Columbia Transit will be discontinuing shuttles to off-campus housing in May, but MU is taking transportation matters into its own hands.
“If you’ve lived in Columbia for the last five years, you would know that our campus has changed a lot,” Jackie Jones, vice chancellor for Administrative Services, said in a press conference Wednesday. “Our goal is to respond to those changes.”
With the help from consultants of Solstice Transportation Group, MU Parking and Transportation Services will begin the largest comprehensive study conducted on campus to determine whether MU will start its own transit routes to off-campus housing. The study, which was discussed during the conference, will begin when consultants arrive in Columbia on Feb. 6.
“For us, the best thing we can do is create a comprehensive review,” Jones said. “We have decided that the bottom line is ‘What are the transit needs of Mizzou students?’ and make decisions from that.”
Jones said the consultant will be brought in to help with the initiative because they have had success surveying and determining transit needs at other universities.
“It is important to bring in someone with a national perspective,” Jones said. “What’s important for us is what questions are the right to be asked and how we should collect information. This consultant has had experience at Iowa State and University of Illinois. Why change the wheel when (the consultant) has a system that works?”
The evaluation and plans will cost MU $65,000 and will be funded by Parking and Transportation Services, Jones said.
[According to a previous Maneater article](https://www.themaneater.com/stories/2012/1/24/communications-about-transit-remain-open-between-m/), the plans to change MU’s transit system began when Columbia proposed to make severe budget cuts that would end services to many apartment complexes along Old Highway 63 unless MU agrees to an $80 per semester student fee.
Jones said Mayor Bob McDavid is very supportive of MU’s plans.
“We have been in contact with (Mayor McDavid) and his office has offered assistance with collecting information and research for our evaluations,” she said.
Jones said the main concern for MU is the specific needs of the students and the city of Columbia as a whole.
“If you look at other universities’ (transit systems), you would see that each one of the systems are based upon unique issues that those cities and universities had,” Jones said. “The main issue is to find the unique needs for Mizzou students.”
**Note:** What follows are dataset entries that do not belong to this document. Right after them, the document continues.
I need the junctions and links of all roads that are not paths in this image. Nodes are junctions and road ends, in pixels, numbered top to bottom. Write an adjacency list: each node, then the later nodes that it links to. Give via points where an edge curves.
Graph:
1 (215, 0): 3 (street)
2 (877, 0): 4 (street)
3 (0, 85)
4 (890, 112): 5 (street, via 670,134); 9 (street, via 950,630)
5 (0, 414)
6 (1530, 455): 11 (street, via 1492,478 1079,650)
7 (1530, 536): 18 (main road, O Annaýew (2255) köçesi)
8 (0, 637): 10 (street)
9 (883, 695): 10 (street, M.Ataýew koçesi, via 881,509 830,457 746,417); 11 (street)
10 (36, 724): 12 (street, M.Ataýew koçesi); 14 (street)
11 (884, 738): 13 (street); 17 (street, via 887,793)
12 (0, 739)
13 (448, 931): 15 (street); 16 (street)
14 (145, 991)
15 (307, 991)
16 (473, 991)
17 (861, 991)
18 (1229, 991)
Missouri Students Association Senate Speaker Jake Sloan said he thinks collaborating with a consultant is a positive decision made by MU.
“I think it’s a good step to hire a consultant,” he said. “I don’t meet with the consultants until February but given the fact that Columbia is shutting down transit to university students it’s necessary for the university to protect it’s own.”
MSA President Xavier Billingsley also said that hiring a consultant is a good way to get an unbiased view of what MU’s transit needs are.
Jones said apartment complexes that already have their own private transit system would continue with those systems. Apartment complexes around campus that are currently on the Columbia Transit routes have been contacted to participate in the current transit plan.
“Some of the apartment complexes have gotten on board with our plans, and we’re hoping that others will get on board as well,” she said. “The decisions are up to the digression of those individual apartment owners and companies.”
The evaluation and review phase is only the first phase in Solstice’s transit plan. Jones said the university is hoping to complete surveys and evaluations by the end of March, but so far there is no set end date in mind.
“I’m much less concerned about when the plan will be finished and more concerned about the quality of the end result,” she said.